L’orchestre chinois et la voix de l’instructrice s’évaporaient petit à petit, jusqu’à ne plus constituer qu’un bruit de fond et Joanne se retrouva sur le petit sentier du parc qui menait vers l’étang et la maison de thé. Les amateurs d’oiseaux chanteurs venaient tous les matins accrocher leurs cages en bambou aux arbres le long de ce chemin. Pendant que les oiseaux se régalaient au soleil matinal, leurs maîtres bavardaient devant la maison de thé, assis sur les fauteuils en bambou que maintes années d’usage avaient polis. Ils fumaient des cigarettes enfoncées verticalement au bout de leurs longues pipes fines en bois en en cuivre, et buvaient de petites gorgées du thé versé dans des pots en verre. Les oiseaux s’entre-chantaient et chaque maître estimait que c’était le sien qui chantait le mieux. Ils parlaient tous en même temps et Joanne comprenait à peine ce qu’ils disaient. Elle avait essayé une fois en automne d’entamer une conversation avec ces vieux messieurs mais ils possédaient tous un accent local tellement fort qu’elle avait abandonné cette idée au bout de quelques répliques. Elle se contentait maintenant de leur dire simplement « Bonjour » avec une salutation respectueuse de la tête. Ils répondaient aussi à la salutation. Tout était donc en ordre et Joanne prenait place à une table un peu plus loin pour commander son thé. Mais aujourd’hui, elle ne voulait pas s’arrêter à la maison de thé. Derrière les chants d’oiseaux et les chuchotements en zigzag des vieux messieurs, Joanne entendit à nouveau la mélodie de la flûte venue de quelque endroit plus éloigné du parc.

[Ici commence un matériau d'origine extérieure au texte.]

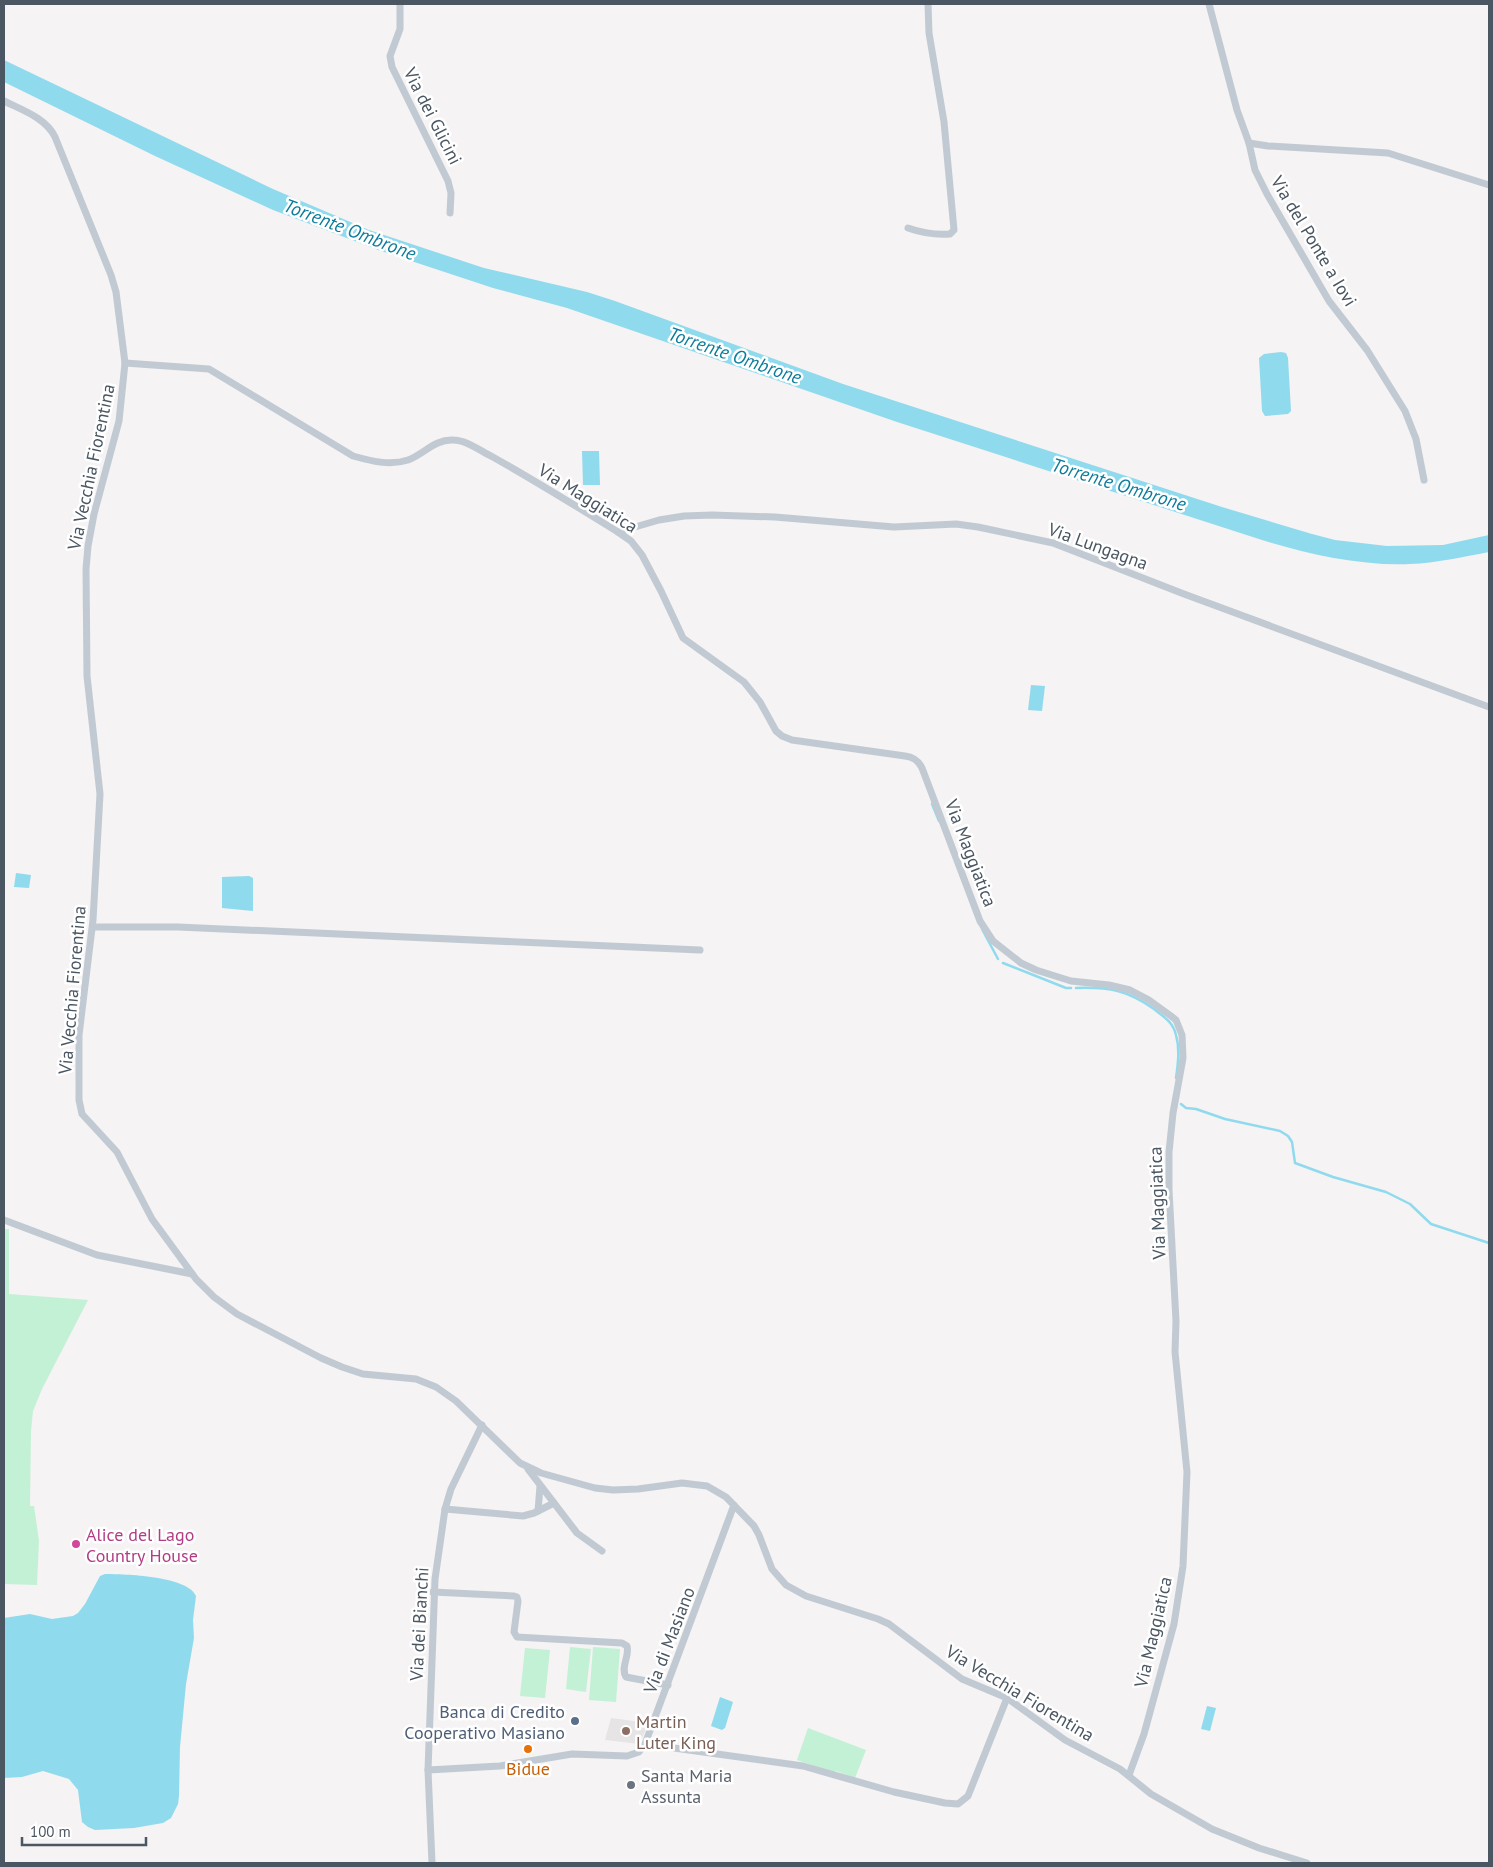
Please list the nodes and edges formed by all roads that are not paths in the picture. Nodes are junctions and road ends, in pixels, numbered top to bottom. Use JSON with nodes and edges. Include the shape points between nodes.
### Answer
{"nodes":[{"id":1,"x":400,"y":4,"type":"edge"},
{"id":2,"x":928,"y":4,"type":"edge"},
{"id":3,"x":1209,"y":4,"type":"edge"},
{"id":4,"x":4,"y":102,"type":"edge"},
{"id":5,"x":1249,"y":143,"type":"junction"},
{"id":6,"x":1489,"y":185,"type":"edge"},
{"id":7,"x":450,"y":213,"type":"dead end"},
{"id":8,"x":908,"y":228,"type":"dead end"},
{"id":9,"x":125,"y":363,"type":"junction"},
{"id":10,"x":1424,"y":480,"type":"dead end"},
{"id":11,"x":618,"y":532,"type":"junction"},
{"id":12,"x":1489,"y":707,"type":"edge"},
{"id":13,"x":93,"y":927,"type":"junction"},
{"id":14,"x":700,"y":950,"type":"dead end"},
{"id":15,"x":4,"y":1219,"type":"edge"},
{"id":16,"x":192,"y":1274,"type":"junction"},
{"id":17,"x":482,"y":1425,"type":"junction"},
{"id":18,"x":526,"y":1467,"type":"junction"},
{"id":19,"x":540,"y":1486,"type":"junction"},
{"id":20,"x":554,"y":1504,"type":"junction"},
{"id":21,"x":734,"y":1505,"type":"junction"},
{"id":22,"x":445,"y":1510,"type":"junction"},
{"id":23,"x":538,"y":1511,"type":"junction"},
{"id":24,"x":602,"y":1551,"type":"dead end"},
{"id":25,"x":433,"y":1592,"type":"junction"},
{"id":26,"x":668,"y":1685,"type":"junction"},
{"id":27,"x":1006,"y":1698,"type":"junction"},
{"id":28,"x":645,"y":1744,"type":"junction"},
{"id":29,"x":428,"y":1770,"type":"junction"},
{"id":30,"x":1130,"y":1775,"type":"junction"},
{"id":31,"x":432,"y":1863,"type":"edge"},
{"id":32,"x":1306,"y":1863,"type":"edge"}],
"edges":[{"from":1,"to":7,"type":"street","name":"Via dei Glicini","via":[[400,29],[390,56],[392,67],[448,181]]},
{"from":2,"to":8,"type":"street","via":[[954,230],[950,234],[938,234]]},
{"from":3,"to":5,"type":"street","name":"Via del Ponte a Iovi"},
{"from":4,"to":9,"type":"street","name":"Via Vecchia Fiorentina","via":[[40,120],[55,136],[111,275]]},
{"from":5,"to":6,"type":"street","via":[[1388,153]]},
{"from":5,"to":10,"type":"street","name":"Via del Ponte a Iovi","via":[[1259,178],[1329,301],[1367,350],[1404,410],[1416,439]]},
{"from":9,"to":11,"type":"street","name":"Via Maggiatica","via":[[209,368],[353,456],[371,461],[390,464],[409,460],[439,442],[461,441],[504,463]]},
{"from":9,"to":13,"type":"street","name":"Via Vecchia Fiorentina","via":[[120,415],[94,514],[86,569],[87,676],[100,794]]},
{"from":11,"to":12,"type":"street","name":"Via Lungagna","via":[[659,520],[712,515],[894,527],[956,524],[988,529],[1053,543]]},
{"from":11,"to":30,"type":"street","name":"Via Maggiatica","via":[[642,555],[683,638],[744,682],[779,734],[796,740],[913,757],[920,763],[980,920],[993,941],[1015,959],[1036,970],[1071,981],[1130,990],[1171,1016],[1179,1028],[1183,1058],[1170,1130],[1169,1190],[1176,1365],[1187,1472],[1184,1546],[1174,1624]]},
{"from":13,"to":14,"type":"street","via":[[178,927]]},
{"from":13,"to":16,"type":"street","name":"Via Vecchia Fiorentina","via":[[79,1035],[80,1110],[117,1152],[152,1219]]},
{"from":15,"to":16,"type":"street","via":[[97,1255]]},
{"from":16,"to":17,"type":"street","name":"Via Vecchia Fiorentina","via":[[214,1297],[252,1323],[347,1369],[425,1382],[446,1393]]},
{"from":17,"to":18,"type":"street","name":"Via Vecchia Fiorentina"},
{"from":17,"to":22,"type":"street","name":"Via dei Bianchi","via":[[451,1489]]},
{"from":18,"to":19,"type":"street"},
{"from":18,"to":21,"type":"street","name":"Via Vecchia Fiorentina","via":[[559,1479],[608,1490],[697,1484],[718,1491]]},
{"from":19,"to":20,"type":"street"},
{"from":19,"to":23,"type":"street"},
{"from":20,"to":23,"type":"street"},
{"from":20,"to":24,"type":"street","via":[[581,1537]]},
{"from":21,"to":26,"type":"street","name":"Via di Masiano"},
{"from":21,"to":27,"type":"street","name":"Via Vecchia Fiorentina","via":[[757,1530],[772,1569],[786,1586],[889,1624],[962,1679]]},
{"from":22,"to":23,"type":"street","via":[[518,1516]]},
{"from":22,"to":25,"type":"street","name":"Via dei Bianchi"},
{"from":25,"to":26,"type":"street","via":[[514,1596],[518,1601],[514,1632],[517,1637],[622,1643],[629,1651],[623,1671],[626,1677]]},
{"from":25,"to":29,"type":"street","name":"Via dei Bianchi"},
{"from":26,"to":28,"type":"street","name":"Via di Masiano"},
{"from":27,"to":28,"type":"street","via":[[968,1796],[958,1804],[894,1792],[803,1766]]},
{"from":27,"to":30,"type":"street","name":"Via Vecchia Fiorentina","via":[[1065,1740]]},
{"from":28,"to":29,"type":"street","via":[[639,1752],[627,1756],[572,1754],[500,1766]]},
{"from":29,"to":31,"type":"street","name":"Via dei Bianchi"},
{"from":30,"to":32,"type":"street","name":"Via Vecchia Fiorentina","via":[[1151,1794],[1212,1829]]}]}
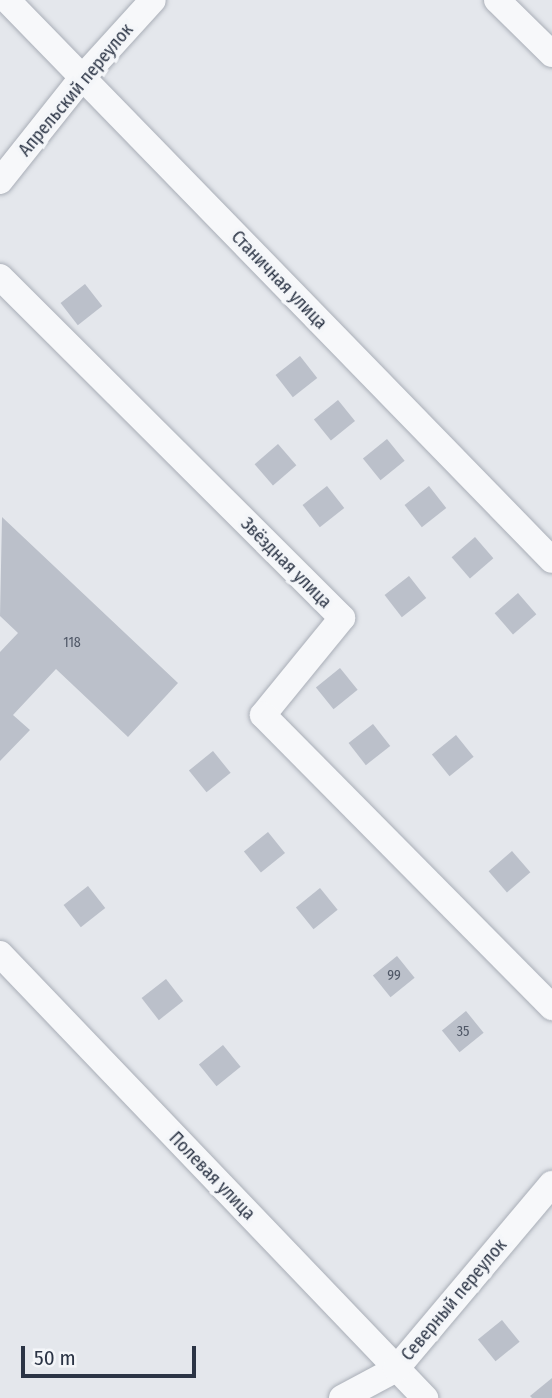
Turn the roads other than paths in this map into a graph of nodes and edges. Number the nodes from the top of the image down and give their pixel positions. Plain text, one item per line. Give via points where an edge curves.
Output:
1 (7, 0) edge
2 (153, 0) edge
3 (497, 0) edge
4 (552, 54) edge
5 (82, 78) junction
6 (0, 181) edge
7 (0, 277) edge
8 (552, 560) edge
9 (0, 954) edge
10 (552, 1007) edge
11 (552, 1184) edge
12 (396, 1369) junction
13 (342, 1398) edge
14 (425, 1398) edge

1 - 5 street, Станичная улица
2 - 5 street, Апрельский переулок
3 - 4 street
5 - 6 street, Апрельский переулок
5 - 8 street, Станичная улица
7 - 10 street, Звёздная улица via 342,618 263,715
9 - 12 street, Полевая улица
11 - 12 street, Северный переулок
12 - 13 street, Северный переулок
12 - 14 street, Полевая улица

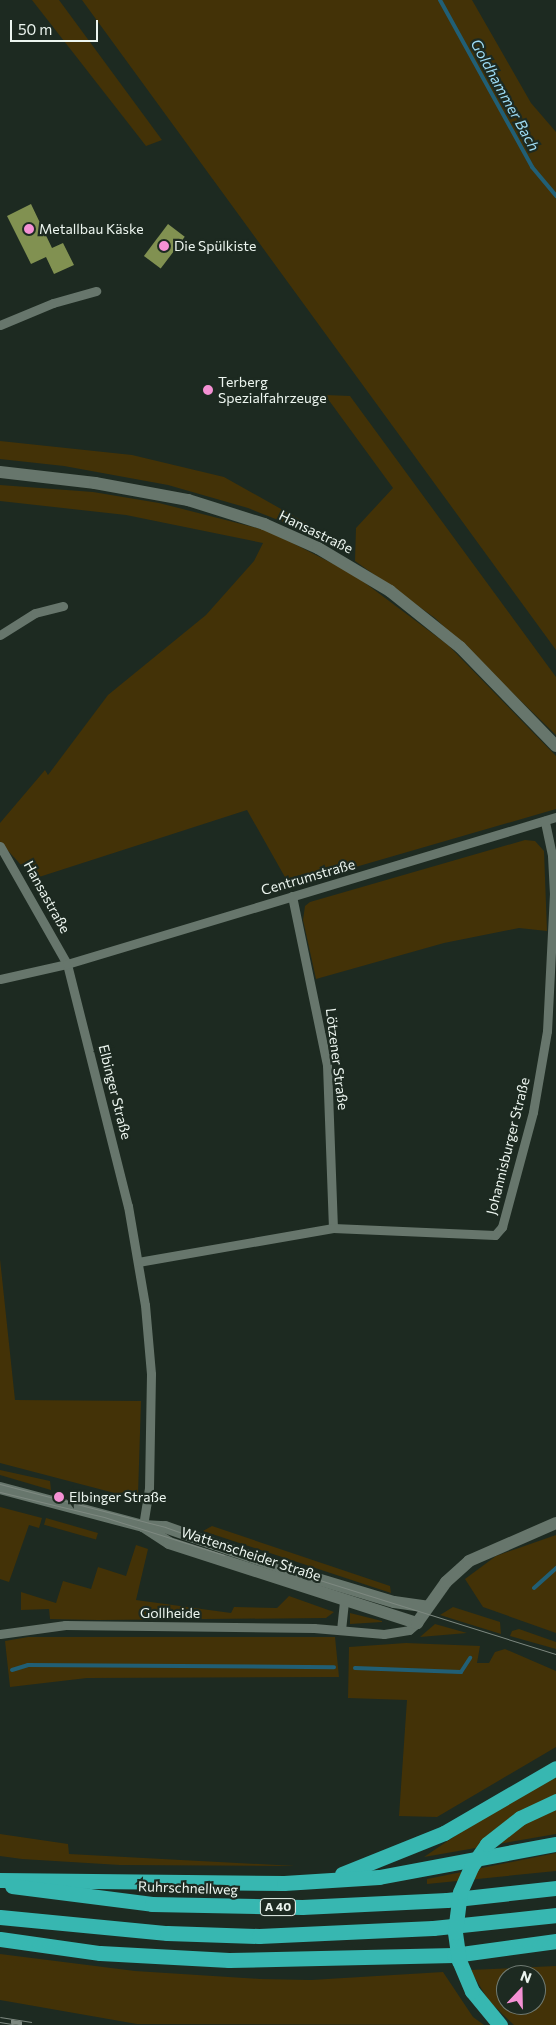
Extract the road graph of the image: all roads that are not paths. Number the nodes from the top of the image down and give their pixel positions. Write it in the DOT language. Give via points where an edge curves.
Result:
graph roads {
  1 [pos="96,291"];
  2 [pos="0,325"];
  3 [pos="0,472"];
  4 [pos="63,606"];
  5 [pos="0,635"];
  6 [pos="556,746"];
  7 [pos="556,817"];
  8 [pos="545,821"];
  9 [pos="0,846"];
  10 [pos="292,896"];
  11 [pos="67,964"];
  12 [pos="0,980"];
  13 [pos="333,1228"];
  14 [pos="138,1262"];
  15 [pos="0,1488"];
  16 [pos="556,1524"];
  17 [pos="143,1526"];
  18 [pos="344,1600"];
  19 [pos="428,1607"];
  20 [pos="418,1623"];
  21 [pos="341,1630"];
  22 [pos="0,1634"];
  23 [pos="556,1768"];
  24 [pos="556,1801"];
  25 [pos="556,1844"];
  26 [pos="331,1878"];
  27 [pos="0,1882"];
  28 [pos="556,1888"];
  29 [pos="556,1915"];
  30 [pos="0,1917"];
  31 [pos="0,1939"];
  32 [pos="556,1942"];
  33 [pos="524,1946"];
  34 [pos="556,1949"];
  35 [pos="496,2021"];
  1 -- 2 [label="street" via="53,303"];
  3 -- 6 [label="main road, Hansastraße" via="95,482 188,500 264,524 318,548 390,591 460,647"];
  4 -- 5 [label="street" via="35,613"];
  7 -- 8 [label="street, Centrumstraße"];
  8 -- 10 [label="street, Centrumstraße"];
  8 -- 13 [label="street, Johannisburger Straße" via="552,855 554,894 547,1031 532,1112 502,1227 490,1238"];
  9 -- 11 [label="street, Hansastraße"];
  10 -- 11 [label="street, Centrumstraße"];
  10 -- 13 [label="street, Lötzener Straße" via="327,1065"];
  11 -- 12 [label="street, Centrumstraße"];
  11 -- 14 [label="street, Elbinger Straße" via="120,1170"];
  13 -- 14 [label="street, Johannisburger Straße"];
  14 -- 17 [label="street, Elbinger Straße" via="151,1381 149,1488"];
  15 -- 17 [label="main road"];
  16 -- 19 [label="main road" via="469,1561"];
  17 -- 18 [label="main road, Wattenscheider Straße" via="169,1543"];
  17 -- 19 [label="main road, Wattenscheider Straße" via="165,1527 294,1572 394,1602"];
  18 -- 20 [label="main road, Wattenscheider Straße"];
  18 -- 21 [label="street"];
  19 -- 20 [label="main road"];
  20 -- 21 [label="street, Gollheide" via="409,1630 390,1633"];
  21 -- 22 [label="street, Gollheide" via="65,1625"];
  23 -- 26 [label="highway" via="444,1833"];
  24 -- 35 [label="highway" via="520,1818 492,1840 471,1866 460,1892 454,1932 459,1961 472,1991"];
  25 -- 26 [label="highway" via="379,1877"];
  26 -- 27 [label="highway" via="284,1883"];
  27 -- 28 [label="highway, Ruhrschnellweg / A 40" via="152,1904 302,1907 447,1900"];
  29 -- 30 [label="highway, A 40" via="433,1928 259,1936 167,1933"];
  31 -- 33 [label="highway" via="100,1953 229,1960 361,1960"];
  32 -- 33 [label="highway"];
  33 -- 34 [label="highway"];
}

Elle poursuivit son chemin et grimpa un petit monticule de rochers cachés derrière d’épais bambous. Elle trouva là, assis sur l’un des rochers, et tel qu’elle avait pu l’imaginer, le dos tourné au sentier qu’elle venait de prendre, le joueur de flûte du Parc aux Mille Fleurs.

L’avait-il entendue arriver ?

Rien ne le laissait supposer. Il ne s’était pas arrêté de jouer et ne s’était pas retourné. Il continuait à souffler sa mélodie mélancolique. Peut-être même était-elle plus triste qu’auparavant, pensait Joanne maintenant que, de près, elle entendait non seulement sa musique mais aussi le doux sifflement de son haleine et le mouvement de ses doigts sur la flûte en bambou.

Elle s’assit sur un rocher un peu en arrière du joueur, sans l’interrompre, le regardant de dos. La musique s’arrêta. Sans se tourner vers Joanne, le joueur de flûte dit :

-Vous êtes donc venue. Je vous attendais.

Et il se retourna pour la regarder de face.

– Excusez-moi, dit-elle, je ne voulais pas vous déranger. Je voulais simplement savoir d’où venait la musique de la flûte »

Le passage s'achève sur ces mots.